TASK TO COMPLETE: The answer must be an exact copy of the records, with every picture left out.
___ DATA FOR THE TASK ___
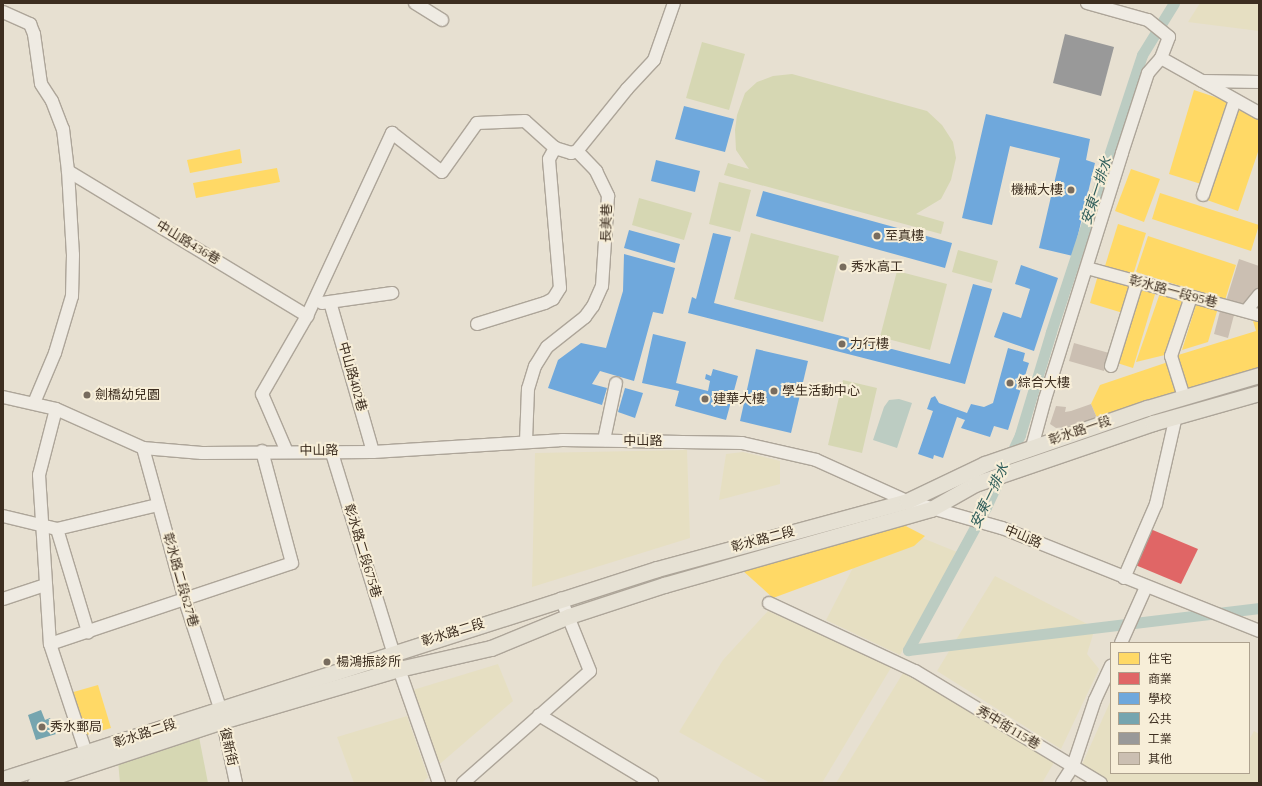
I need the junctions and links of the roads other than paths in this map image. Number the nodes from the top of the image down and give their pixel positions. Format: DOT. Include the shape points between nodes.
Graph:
graph roads {
  1 [pos="415,3"];
  2 [pos="674,3"];
  3 [pos="1087,3"];
  4 [pos="3,12"];
  5 [pos="442,20"];
  6 [pos="1161,58"];
  7 [pos="1198,81"];
  8 [pos="1259,82"];
  9 [pos="1234,100"];
  10 [pos="1259,113"];
  11 [pos="555,148"];
  12 [pos="577,151"];
  13 [pos="68,171"];
  14 [pos="1203,195"];
  15 [pos="1087,268"];
  16 [pos="1136,282"];
  17 [pos="392,293"];
  18 [pos="1259,295"];
  19 [pos="1191,298"];
  20 [pos="330,302"];
  21 [pos="313,303"];
  22 [pos="1246,312"];
  23 [pos="1259,315"];
  24 [pos="307,316"];
  25 [pos="477,324"];
  26 [pos="1111,366"];
  27 [pos="1259,375"];
  28 [pos="616,383"];
  29 [pos="1259,393"];
  30 [pos="3,397"];
  31 [pos="1184,397"];
  32 [pos="34,403"];
  33 [pos="56,409"];
  34 [pos="1176,416"];
  35 [pos="604,440"];
  36 [pos="526,441"];
  37 [pos="143,448"];
  38 [pos="1029,449"];
  39 [pos="331,450"];
  40 [pos="262,451"];
  41 [pos="288,452"];
  42 [pos="373,452"];
  43 [pos="907,501"];
  44 [pos="158,505"];
  45 [pos="931,509"];
  46 [pos="3,516"];
  47 [pos="40,524"];
  48 [pos="57,529"];
  49 [pos="658,569"];
  50 [pos="1124,578"];
  51 [pos="45,585"];
  52 [pos="664,585"];
  53 [pos="1146,587"];
  54 [pos="3,599"];
  55 [pos="561,600"];
  56 [pos="185,601"];
  57 [pos="769,603"];
  58 [pos="569,616"];
  59 [pos="1259,631"];
  60 [pos="88,632"];
  61 [pos="1121,642"];
  62 [pos="50,644"];
  63 [pos="392,652"];
  64 [pos="1110,668"];
  65 [pos="399,670"];
  66 [pos="221,714"];
  67 [pos="539,715"];
  68 [pos="86,753"];
  69 [pos="1073,766"];
  70 [pos="3,779"];
  71 [pos="35,783"];
  72 [pos="236,783"];
  73 [pos="439,783"];
  74 [pos="463,783"];
  75 [pos="652,783"];
  76 [pos="1062,783"];
  77 [pos="1101,783"];
  1 -- 5 [label="street"];
  2 -- 12 [label="street" via="654,60"];
  3 -- 6 [label="street" via="1148,20 1169,37"];
  4 -- 13 [label="street" via="30,24 34,34 41,84 52,101 63,129"];
  6 -- 7 [label="street"];
  6 -- 15 [label="street" via="1148,73"];
  7 -- 8 [label="street"];
  7 -- 9 [label="street"];
  9 -- 10 [label="street"];
  9 -- 14 [label="street"];
  11 -- 12 [label="street" via="571,154"];
  11 -- 21 [label="street" via="525,121 477,123 442,172 392,133"];
  11 -- 25 [label="street" via="549,159 560,288 553,299 545,303"];
  12 -- 36 [label="street, 長美巷" via="596,171 608,196 602,286 585,317 547,347 534,366 528,389"];
  13 -- 24 [label="street, 中山路436巷"];
  13 -- 32 [label="street" via="73,255 72,296 55,353"];
  15 -- 16 [label="street, 彰水路一段95巷"];
  15 -- 38 [label="street"];
  16 -- 19 [label="street, 彰水路一段95巷"];
  16 -- 26 [label="street"];
  17 -- 20 [label="street"];
  18 -- 22 [label="street"];
  19 -- 22 [label="street, 彰水路一段95巷"];
  19 -- 31 [label="street" via="1171,356"];
  20 -- 21 [label="street"];
  20 -- 42 [label="street, 中山路402巷"];
  21 -- 24 [label="street"];
  22 -- 23 [label="street, 彰水路一段95巷"];
  24 -- 41 [label="street" via="262,394"];
  27 -- 31 [label="main road, 彰水路一段"];
  28 -- 35 [label="street"];
  29 -- 34 [label="main road, 彰水路一段"];
  30 -- 32 [label="street, 中山路"];
  31 -- 38 [label="main road, 彰水路一段"];
  32 -- 33 [label="street, 中山路"];
  33 -- 37 [label="street, 中山路"];
  33 -- 47 [label="street" via="39,475"];
  34 -- 45 [label="main road, 彰水路一段" via="975,484"];
  34 -- 50 [label="street" via="1156,504"];
  35 -- 36 [label="street, 中山路"];
  35 -- 43 [label="street, 中山路" via="700,441 748,445 816,460"];
  36 -- 42 [label="street, 中山路"];
  37 -- 40 [label="street, 中山路" via="202,453"];
  37 -- 44 [label="street, 彰水路二段627巷"];
  38 -- 43 [label="main road, 彰水路一段" via="985,464"];
  39 -- 41 [label="street, 中山路"];
  39 -- 42 [label="street, 中山路"];
  39 -- 63 [label="street, 彰水路二段675巷"];
  40 -- 41 [label="street, 中山路"];
  40 -- 56 [label="street" via="292,563"];
  43 -- 45 [label="street, 中山路"];
  43 -- 49 [label="main road, 彰水路二段"];
  44 -- 48 [label="street"];
  44 -- 56 [label="street, 彰水路二段627巷"];
  45 -- 50 [label="street, 中山路" via="976,518"];
  45 -- 52 [label="main road, 彰水路二段"];
  46 -- 47 [label="street"];
  47 -- 48 [label="street"];
  47 -- 51 [label="street"];
  48 -- 60 [label="street"];
  49 -- 52 [label="main road"];
  49 -- 55 [label="main road, 彰水路二段"];
  50 -- 53 [label="street, 中山路"];
  51 -- 54 [label="street"];
  51 -- 62 [label="street"];
  52 -- 58 [label="main road, 彰水路二段"];
  53 -- 59 [label="street, 中山路"];
  53 -- 61 [label="street"];
  55 -- 58 [label="street"];
  55 -- 63 [label="main road, 彰水路二段"];
  56 -- 60 [label="street"];
  56 -- 66 [label="street, 彰水路二段627巷"];
  57 -- 69 [label="street, 秀中街115巷" via="897,665 915,671"];
  58 -- 65 [label="main road, 彰水路二段" via="491,648"];
  58 -- 67 [label="street" via="590,671"];
  60 -- 62 [label="street"];
  62 -- 68 [label="street"];
  63 -- 65 [label="street, 彰水路二段675巷"];
  63 -- 66 [label="main road, 彰水路二段"];
  64 -- 69 [label="street" via="1095,700"];
  65 -- 66 [label="main road, 彰水路二段"];
  65 -- 73 [label="street, 彰水路二段675巷"];
  66 -- 68 [label="main road, 彰水路二段"];
  66 -- 71 [label="main road, 彰水路二段"];
  66 -- 72 [label="street, 復新街"];
  67 -- 74 [label="street"];
  67 -- 75 [label="street"];
  68 -- 70 [label="main road, 彰水路二段"];
  69 -- 76 [label="street"];
  69 -- 77 [label="street, 秀中街115巷"];
}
___
ANSWER BOX:
I need the junctions and links of the roads other than paths in this map image. Number the nodes from the top of the image down and give their pixel positions. Format: DOT. Include the shape points between nodes.
Graph:
graph roads {
  1 [pos="415,3"];
  2 [pos="674,3"];
  3 [pos="1087,3"];
  4 [pos="3,12"];
  5 [pos="442,20"];
  6 [pos="1161,58"];
  7 [pos="1198,81"];
  8 [pos="1259,82"];
  9 [pos="1234,100"];
  10 [pos="1259,113"];
  11 [pos="555,148"];
  12 [pos="577,151"];
  13 [pos="68,171"];
  14 [pos="1203,195"];
  15 [pos="1087,268"];
  16 [pos="1136,282"];
  17 [pos="392,293"];
  18 [pos="1259,295"];
  19 [pos="1191,298"];
  20 [pos="330,302"];
  21 [pos="313,303"];
  22 [pos="1246,312"];
  23 [pos="1259,315"];
  24 [pos="307,316"];
  25 [pos="477,324"];
  26 [pos="1111,366"];
  27 [pos="1259,375"];
  28 [pos="616,383"];
  29 [pos="1259,393"];
  30 [pos="3,397"];
  31 [pos="1184,397"];
  32 [pos="34,403"];
  33 [pos="56,409"];
  34 [pos="1176,416"];
  35 [pos="604,440"];
  36 [pos="526,441"];
  37 [pos="143,448"];
  38 [pos="1029,449"];
  39 [pos="331,450"];
  40 [pos="262,451"];
  41 [pos="288,452"];
  42 [pos="373,452"];
  43 [pos="907,501"];
  44 [pos="158,505"];
  45 [pos="931,509"];
  46 [pos="3,516"];
  47 [pos="40,524"];
  48 [pos="57,529"];
  49 [pos="658,569"];
  50 [pos="1124,578"];
  51 [pos="45,585"];
  52 [pos="664,585"];
  53 [pos="1146,587"];
  54 [pos="3,599"];
  55 [pos="561,600"];
  56 [pos="185,601"];
  57 [pos="769,603"];
  58 [pos="569,616"];
  59 [pos="1259,631"];
  60 [pos="88,632"];
  61 [pos="1121,642"];
  62 [pos="50,644"];
  63 [pos="392,652"];
  64 [pos="1110,668"];
  65 [pos="399,670"];
  66 [pos="221,714"];
  67 [pos="539,715"];
  68 [pos="86,753"];
  69 [pos="1073,766"];
  70 [pos="3,779"];
  71 [pos="35,783"];
  72 [pos="236,783"];
  73 [pos="439,783"];
  74 [pos="463,783"];
  75 [pos="652,783"];
  76 [pos="1062,783"];
  77 [pos="1101,783"];
  1 -- 5 [label="street"];
  2 -- 12 [label="street" via="654,60"];
  3 -- 6 [label="street" via="1148,20 1169,37"];
  4 -- 13 [label="street" via="30,24 34,34 41,84 52,101 63,129"];
  6 -- 7 [label="street"];
  6 -- 15 [label="street" via="1148,73"];
  7 -- 8 [label="street"];
  7 -- 9 [label="street"];
  9 -- 10 [label="street"];
  9 -- 14 [label="street"];
  11 -- 12 [label="street" via="571,154"];
  11 -- 21 [label="street" via="525,121 477,123 442,172 392,133"];
  11 -- 25 [label="street" via="549,159 560,288 553,299 545,303"];
  12 -- 36 [label="street, 長美巷" via="596,171 608,196 602,286 585,317 547,347 534,366 528,389"];
  13 -- 24 [label="street, 中山路436巷"];
  13 -- 32 [label="street" via="73,255 72,296 55,353"];
  15 -- 16 [label="street, 彰水路一段95巷"];
  15 -- 38 [label="street"];
  16 -- 19 [label="street, 彰水路一段95巷"];
  16 -- 26 [label="street"];
  17 -- 20 [label="street"];
  18 -- 22 [label="street"];
  19 -- 22 [label="street, 彰水路一段95巷"];
  19 -- 31 [label="street" via="1171,356"];
  20 -- 21 [label="street"];
  20 -- 42 [label="street, 中山路402巷"];
  21 -- 24 [label="street"];
  22 -- 23 [label="street, 彰水路一段95巷"];
  24 -- 41 [label="street" via="262,394"];
  27 -- 31 [label="main road, 彰水路一段"];
  28 -- 35 [label="street"];
  29 -- 34 [label="main road, 彰水路一段"];
  30 -- 32 [label="street, 中山路"];
  31 -- 38 [label="main road, 彰水路一段"];
  32 -- 33 [label="street, 中山路"];
  33 -- 37 [label="street, 中山路"];
  33 -- 47 [label="street" via="39,475"];
  34 -- 45 [label="main road, 彰水路一段" via="975,484"];
  34 -- 50 [label="street" via="1156,504"];
  35 -- 36 [label="street, 中山路"];
  35 -- 43 [label="street, 中山路" via="700,441 748,445 816,460"];
  36 -- 42 [label="street, 中山路"];
  37 -- 40 [label="street, 中山路" via="202,453"];
  37 -- 44 [label="street, 彰水路二段627巷"];
  38 -- 43 [label="main road, 彰水路一段" via="985,464"];
  39 -- 41 [label="street, 中山路"];
  39 -- 42 [label="street, 中山路"];
  39 -- 63 [label="street, 彰水路二段675巷"];
  40 -- 41 [label="street, 中山路"];
  40 -- 56 [label="street" via="292,563"];
  43 -- 45 [label="street, 中山路"];
  43 -- 49 [label="main road, 彰水路二段"];
  44 -- 48 [label="street"];
  44 -- 56 [label="street, 彰水路二段627巷"];
  45 -- 50 [label="street, 中山路" via="976,518"];
  45 -- 52 [label="main road, 彰水路二段"];
  46 -- 47 [label="street"];
  47 -- 48 [label="street"];
  47 -- 51 [label="street"];
  48 -- 60 [label="street"];
  49 -- 52 [label="main road"];
  49 -- 55 [label="main road, 彰水路二段"];
  50 -- 53 [label="street, 中山路"];
  51 -- 54 [label="street"];
  51 -- 62 [label="street"];
  52 -- 58 [label="main road, 彰水路二段"];
  53 -- 59 [label="street, 中山路"];
  53 -- 61 [label="street"];
  55 -- 58 [label="street"];
  55 -- 63 [label="main road, 彰水路二段"];
  56 -- 60 [label="street"];
  56 -- 66 [label="street, 彰水路二段627巷"];
  57 -- 69 [label="street, 秀中街115巷" via="897,665 915,671"];
  58 -- 65 [label="main road, 彰水路二段" via="491,648"];
  58 -- 67 [label="street" via="590,671"];
  60 -- 62 [label="street"];
  62 -- 68 [label="street"];
  63 -- 65 [label="street, 彰水路二段675巷"];
  63 -- 66 [label="main road, 彰水路二段"];
  64 -- 69 [label="street" via="1095,700"];
  65 -- 66 [label="main road, 彰水路二段"];
  65 -- 73 [label="street, 彰水路二段675巷"];
  66 -- 68 [label="main road, 彰水路二段"];
  66 -- 71 [label="main road, 彰水路二段"];
  66 -- 72 [label="street, 復新街"];
  67 -- 74 [label="street"];
  67 -- 75 [label="street"];
  68 -- 70 [label="main road, 彰水路二段"];
  69 -- 76 [label="street"];
  69 -- 77 [label="street, 秀中街115巷"];
}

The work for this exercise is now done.